Whatever he had become, he was still my boy. He would always be my boy. That would never change. It made me feel tragic yet strong, and just a little bit smug, as if I had found my faith at last.
A rock of a faith, with permanence to it. No matter what happened in my life or his, he would always be my boy. No matter where he went or how long we were apart. No matter how much he liked her or enjoyed his new life with her. No matter how far he ran from me, I would always hold that part of him that was young and hopeful and kind.
And then it occurred to me that, maybe, I could yet have the future. Maybe it wasn’t irretrievably closed to me. We were touching and he was smiling at me. I could smile back at him, couldn’t I, and prod him with memories? Oh, yes, he was wrapped up in her right now, but what would happen if he didn’t have her? What if she left him? What if she were to disappear from his life somehow?

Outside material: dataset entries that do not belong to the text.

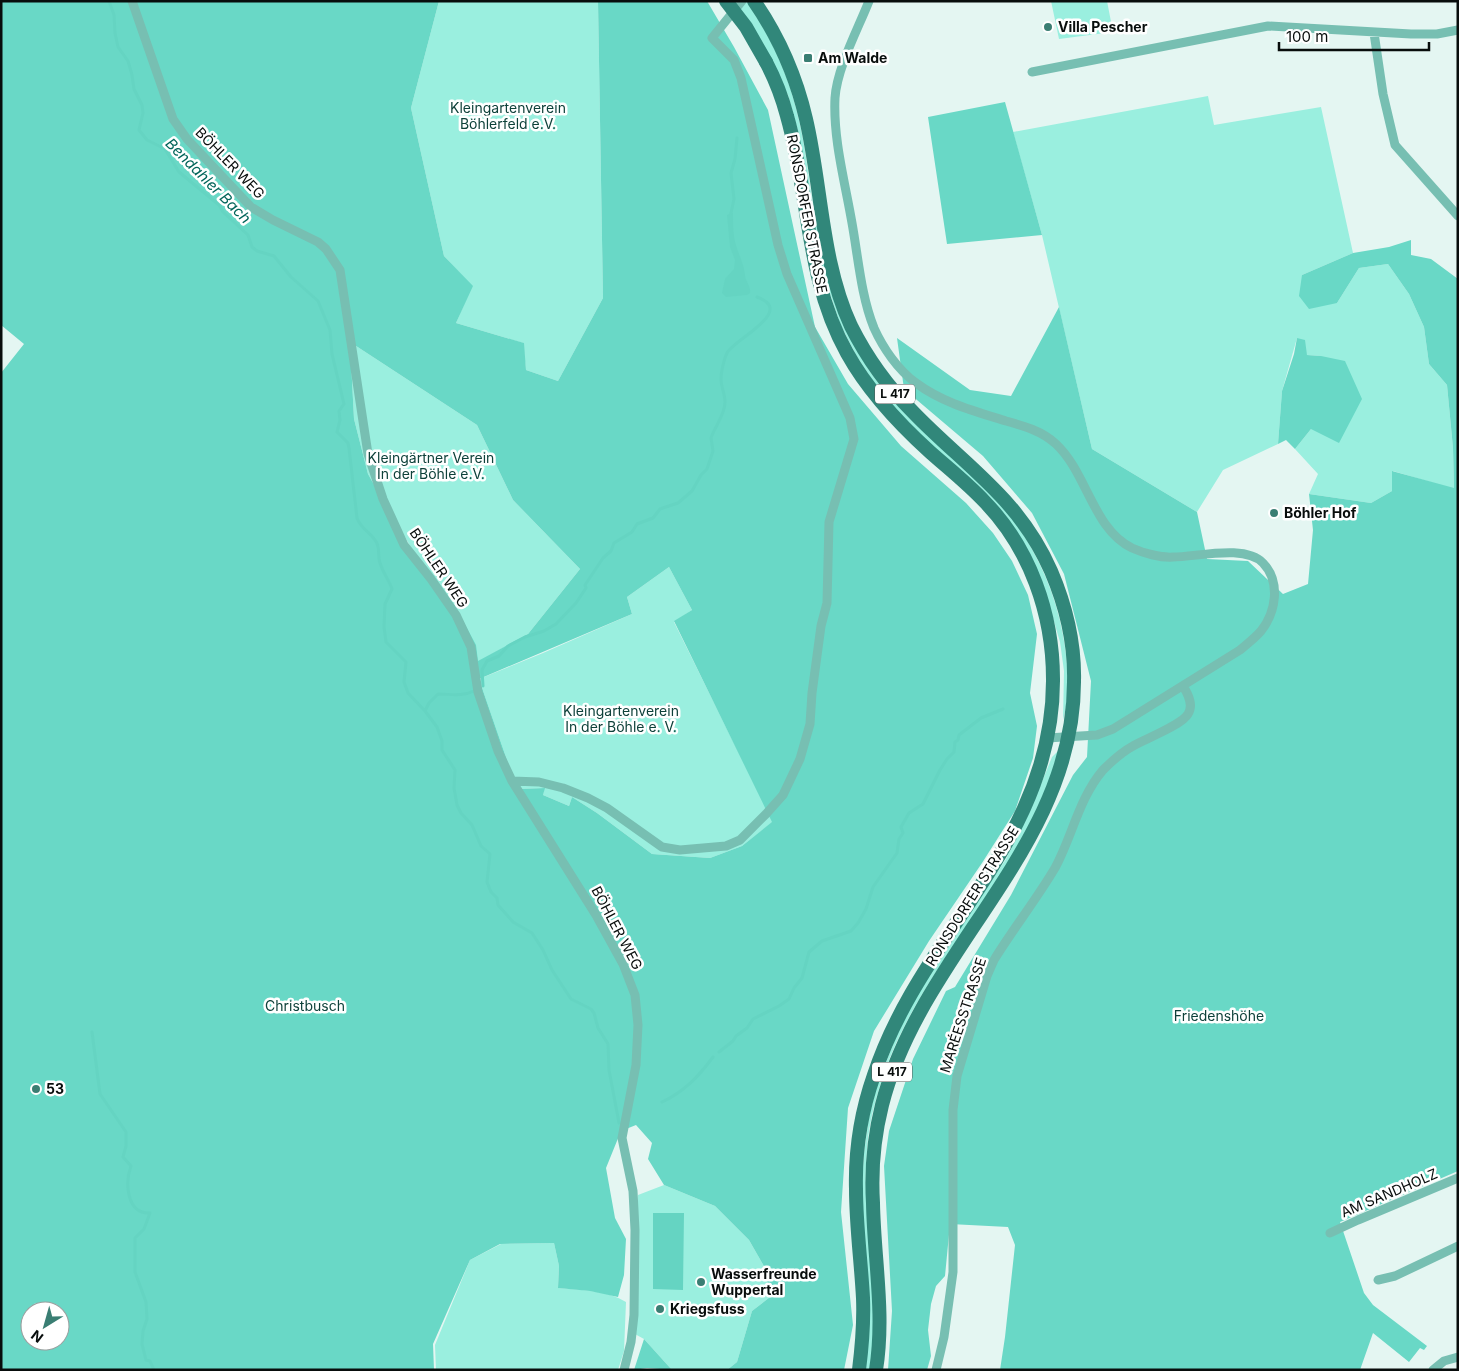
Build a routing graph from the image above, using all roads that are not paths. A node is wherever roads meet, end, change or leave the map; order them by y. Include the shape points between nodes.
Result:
1 (132, 1) edge
2 (726, 1) edge
3 (742, 1) edge
4 (754, 1) edge
5 (869, 1) edge
6 (1458, 30) edge
7 (1374, 33) junction
8 (1032, 72) dead end
9 (1458, 216) edge
10 (1183, 686) junction
11 (1070, 737) junction
12 (1047, 738) junction
13 (512, 781) junction
14 (1458, 1178) edge
15 (1330, 1233) dead end
16 (1458, 1246) edge
17 (1378, 1280) dead end
18 (1458, 1357) edge
19 (624, 1370) edge
20 (859, 1370) edge
21 (876, 1370) edge
22 (936, 1370) edge
23 (1432, 1370) edge

1 - 13 street, BÖHLER WEG via 173,119 187,140 251,207 318,242 340,270 368,454 383,500 404,545 456,615 471,647 478,692
2 - 12 main road, RONSDORFER STRASSE / L 417, bridge via 746,27 780,93 790,129 815,270 841,342 860,375 883,404 985,501 1015,540 1031,570 1043,605 1052,657 1053,691
3 - 13 street via 712,38 734,60 741,78 787,274 850,418 854,439 829,519 827,603 821,626 810,724 800,759 783,795 740,840 706,849 662,847 588,798 539,782
4 - 11 main road, RONSDORFER STRASSE / L 417 via 771,27 791,70 806,120 833,274 844,310 860,342 875,368 900,399 1006,500 1025,524 1051,570 1072,646 1074,696
5 - 10 street via 844,63 835,96 836,130 868,310 874,327 897,365 931,394 1036,430 1056,444 1071,461 1103,521 1124,544 1171,558 1246,554 1262,562 1270,571 1275,596 1262,630 1240,650
6 - 7 street via 1437,34
7 - 8 street via 1268,26
7 - 9 street via 1395,146
10 - 11 street via 1103,733
10 - 22 street, MARÉESSTRASSE via 1191,705 1188,715 1132,747 1103,770 1088,791 1054,869 994,960 987,976 957,1076 952,1110 953,1272
11 - 12 street
11 - 21 main road, RONSDORFER STRASSE / L 417 via 1054,788 1038,824 925,1002 886,1088 875,1136 872,1168 880,1293
12 - 20 main road, RONSDORFER STRASSE / L 417 via 1038,773 1016,828 911,993 887,1041 870,1088 860,1131 856,1172 863,1300
13 - 19 street, BÖHLER WEG via 596,915 623,964 635,995 638,1025 636,1065 622,1138 633,1191 636,1230 634,1315
14 - 15 street, AM SANDHOLZ
16 - 17 street via 1395,1276
18 - 23 street

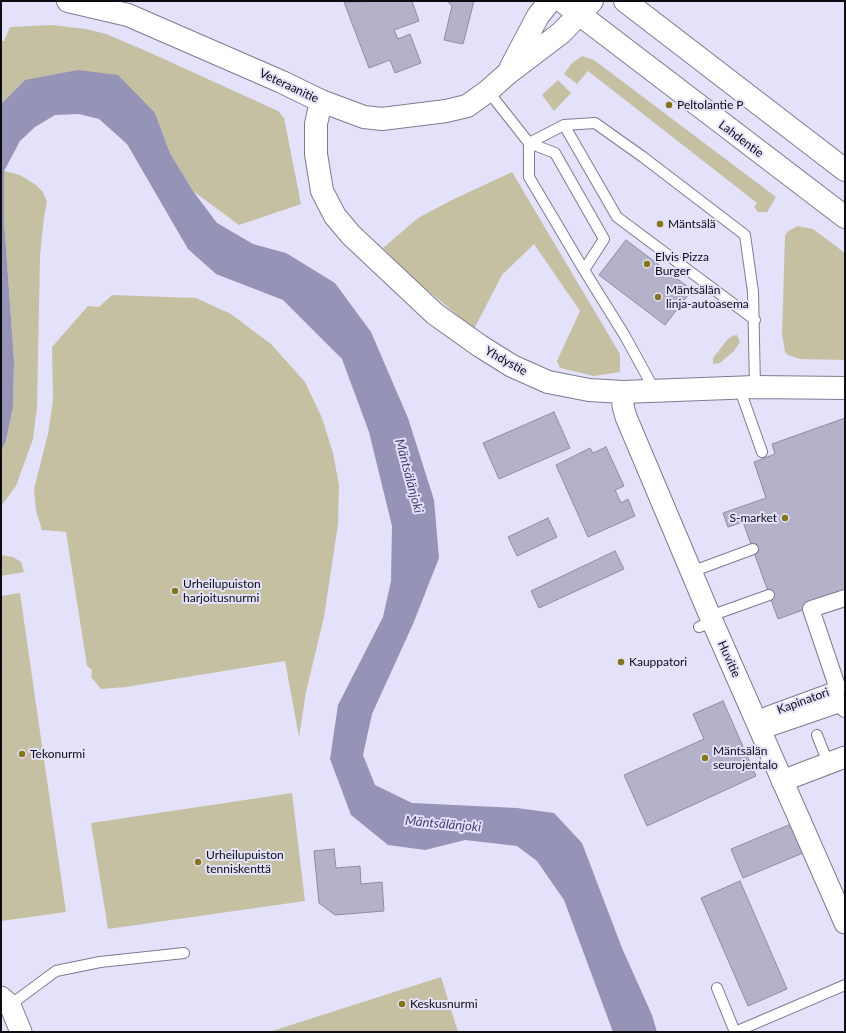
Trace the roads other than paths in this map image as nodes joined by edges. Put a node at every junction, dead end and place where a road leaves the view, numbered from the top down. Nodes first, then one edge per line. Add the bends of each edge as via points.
1 (68, 1) edge
2 (550, 1) edge
3 (562, 1) edge
4 (625, 1) edge
5 (586, 7) edge
6 (507, 74) junction
7 (488, 91) junction
8 (321, 101) junction
9 (564, 125) junction
10 (529, 144) junction
11 (845, 170) edge
12 (845, 218) edge
13 (584, 270) junction
14 (755, 320) junction
15 (747, 387) junction
16 (845, 388) edge
17 (655, 391) junction
18 (623, 392) junction
19 (762, 452) dead end
20 (753, 549) dead end
21 (691, 572) junction
22 (769, 595) dead end
23 (845, 598) edge
24 (707, 622) junction
25 (845, 709) edge
26 (817, 735) dead end
27 (836, 760) edge
28 (782, 781) junction
29 (845, 923) edge
30 (184, 952) dead end
31 (845, 985) edge
32 (717, 988) dead end
33 (6, 1001) edge
34 (21, 1032) edge

1 - 8 main road, Veteraanitie via 128,16
2 - 6 main road, Veteraanitie via 538,16
3 - 5 main road, Lahdentie
4 - 11 main road
5 - 6 main road, Veteraanitie via 562,33
5 - 12 main road, Lahdentie
6 - 7 main road, Veteraanitie
7 - 8 main road, Veteraanitie via 467,106 382,119 364,117
7 - 10 lane
8 - 18 main road, Yhdystie via 316,124 316,154 322,191 334,216 351,235 435,314 512,366 548,382 589,390
9 - 10 lane
9 - 14 lane via 617,218
9 - 14 lane via 595,123 648,160 745,235 754,292
10 - 13 lane via 529,176
10 - 13 lane via 555,153 604,239
13 - 17 lane
14 - 15 lane
15 - 16 main road, Yhdystie
15 - 17 main road, Yhdystie
15 - 19 lane
17 - 18 main road, Yhdystie
18 - 21 street, Huvitie via 626,417
20 - 21 lane
21 - 24 street, Huvitie
22 - 24 lane
23 - 25 street, Kapinatori via 811,609 838,689 767,715 773,727 843,703
24 - 28 street, Huvitie
26 - 27 lane
27 - 28 street
28 - 29 street, Huvitie
30 - 33 lane via 100,962 56,971
31 - 32 lane via 735,1032
33 - 34 street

What then? Would he then think of earlier days, when he was young and hopeful and kind? Would he then regret his flight and come home?
We chatted, and he suggested, in all innocence, that I should come out west sometime to visit them. He had built a house he would like me to see, and he wanted very much that we should all be friends.
Like old times? I suggested.
Yes, he said. Like old times.
I smiled at him sweetly and said yes, I’d think about it. That it would be nice to spend some time with them. While there was time to spend and a “them” to spend it with.
And as I smiled at him I thought, maybe I could yet have the future. Maybe he was just a loaner, and it was time for him to come home.
It seemed right. It seemed so unfair that things should be allowed to go on the way they were.
After all, he was still my boy. And she was still the ugliest woman in the world.